Tuesday, 11 January 2011
The dead hand of welfare
The one certain consequence of aid, of any kind of welfare, is poverty. Look at this country, look at the dreadful Dependency State, a financial burden that has crippled us for years and resulted in a form of entrenched, institutionalised socialism, almost impossible to shift, no matter the political complexion of any given government. Billions of pounds have been spent and we are not a step closer to ending poverty.
No, instead we have created welfare-dependency ghettos peopled by a sub-class; places where one’s expectations of a meaningful and fulfilling life are low to non-existent. Instead time passes with cheap alcohol, a haze of cigarette smoke, visits to the doctor, daytime TV and endless ennui, only relieved by an early death; it’s the subterranean world of the Morlock. America look to Britain; look to your socialist future.
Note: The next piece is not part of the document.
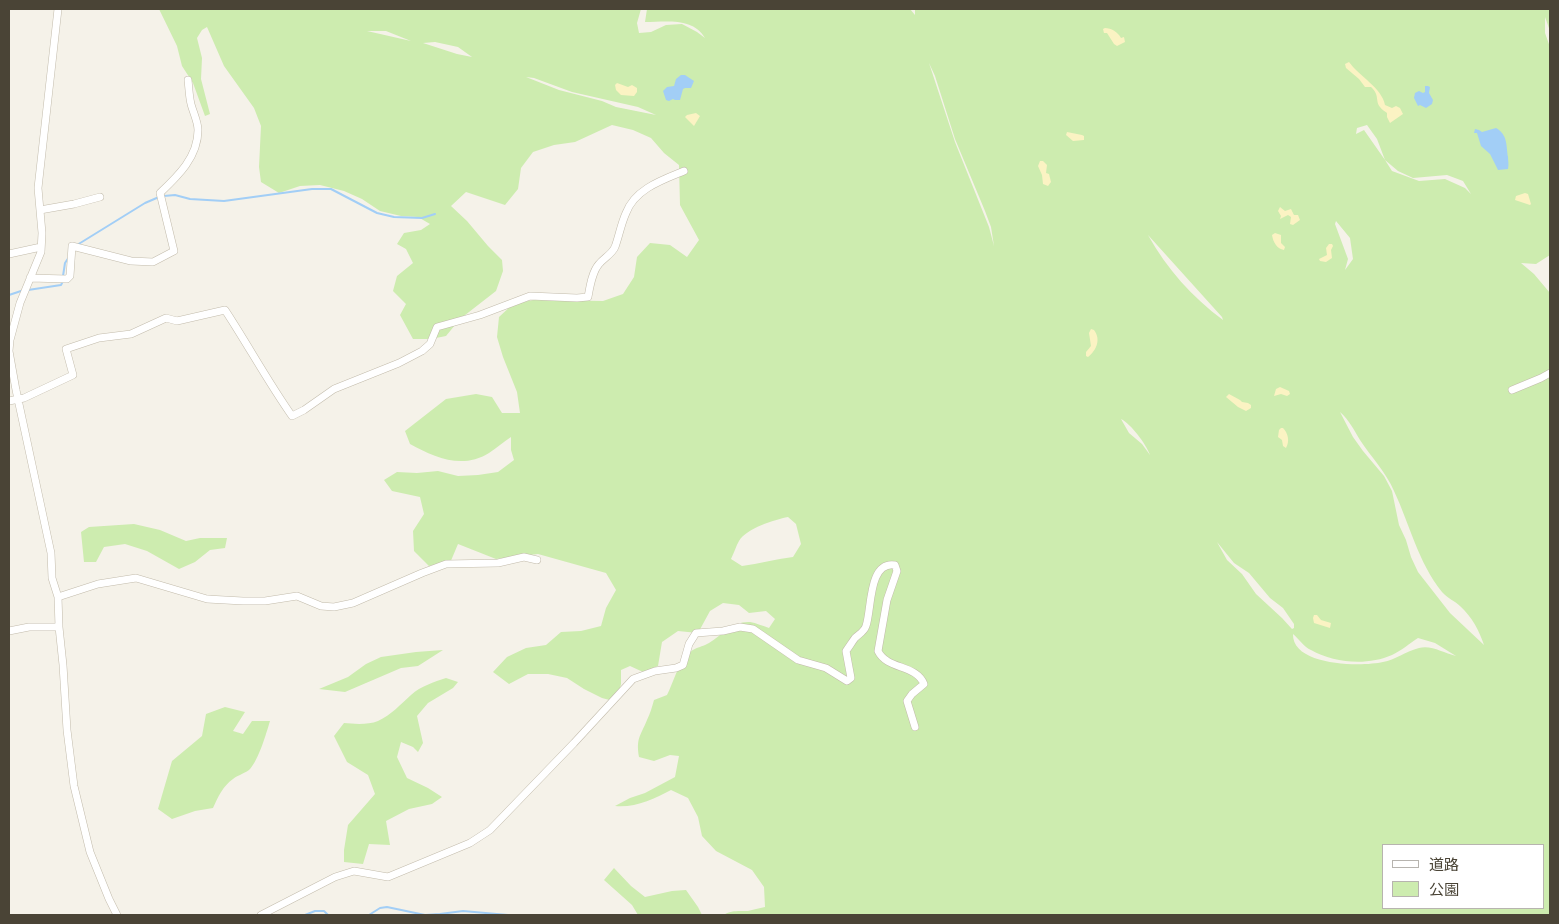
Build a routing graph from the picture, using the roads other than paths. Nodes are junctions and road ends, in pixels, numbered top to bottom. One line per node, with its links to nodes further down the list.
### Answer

I’ve expressed these views before, so there is nothing really new here. But I was inspired to take this path again by an article in the Sunday Telegraph about the work of Dambisa Moyo, a Zambian-born economist who has previously written Dead Aid, a book pointing the extent to which African economies have been crippled by foreign aid programmes, just the reverse of the outcome intended.
Now she has published How the West was Lost: Fifty Years of Economic Folly – And the Stark Choices Ahead. In this she accuses the West of squandering its economic advantages by a series of wrong-headed policies. America, she believes, is in danger of losing all entrepreneurial edge and becoming a “bona fide welfare state” as the century progresses.
Her warning is timely. England and America both built their power and greatness on free enterprise, on a buccaneering economic spirit. In this country a growing lack of self-confidence, a sharp decline in forms of nineteenth century self-belief, resulted last century in a major shift in economic and social priorities. No longer able to do things for ourselves the state had to do them for us, to remove all of the dangers and risks that make work and enterprise worth doing and life worth living.
Our suicide was planned. American freedom and American enterprise, in contrast, are in danger of dying by slow and haphazard degrees. “The US”, Moyo argues, “is on a path to creating the worst and most venal form of welfare state – one born of desperation from many years of flawed economic policies and a society that rapaciously feeds on itself”.
I have to say am both amused and bemused by the irony of some of our present economic and political realities. If one wants to look at our past look to the Indian and Chinese present, countries advancing by the most imaginative forms of investment and enterprise, countries unburdened by huge state expenditure on welfare, by any state welfare, for that matter. What a supreme irony it is that China, a country ruled by communists, has become a perfect example of classical capitalism!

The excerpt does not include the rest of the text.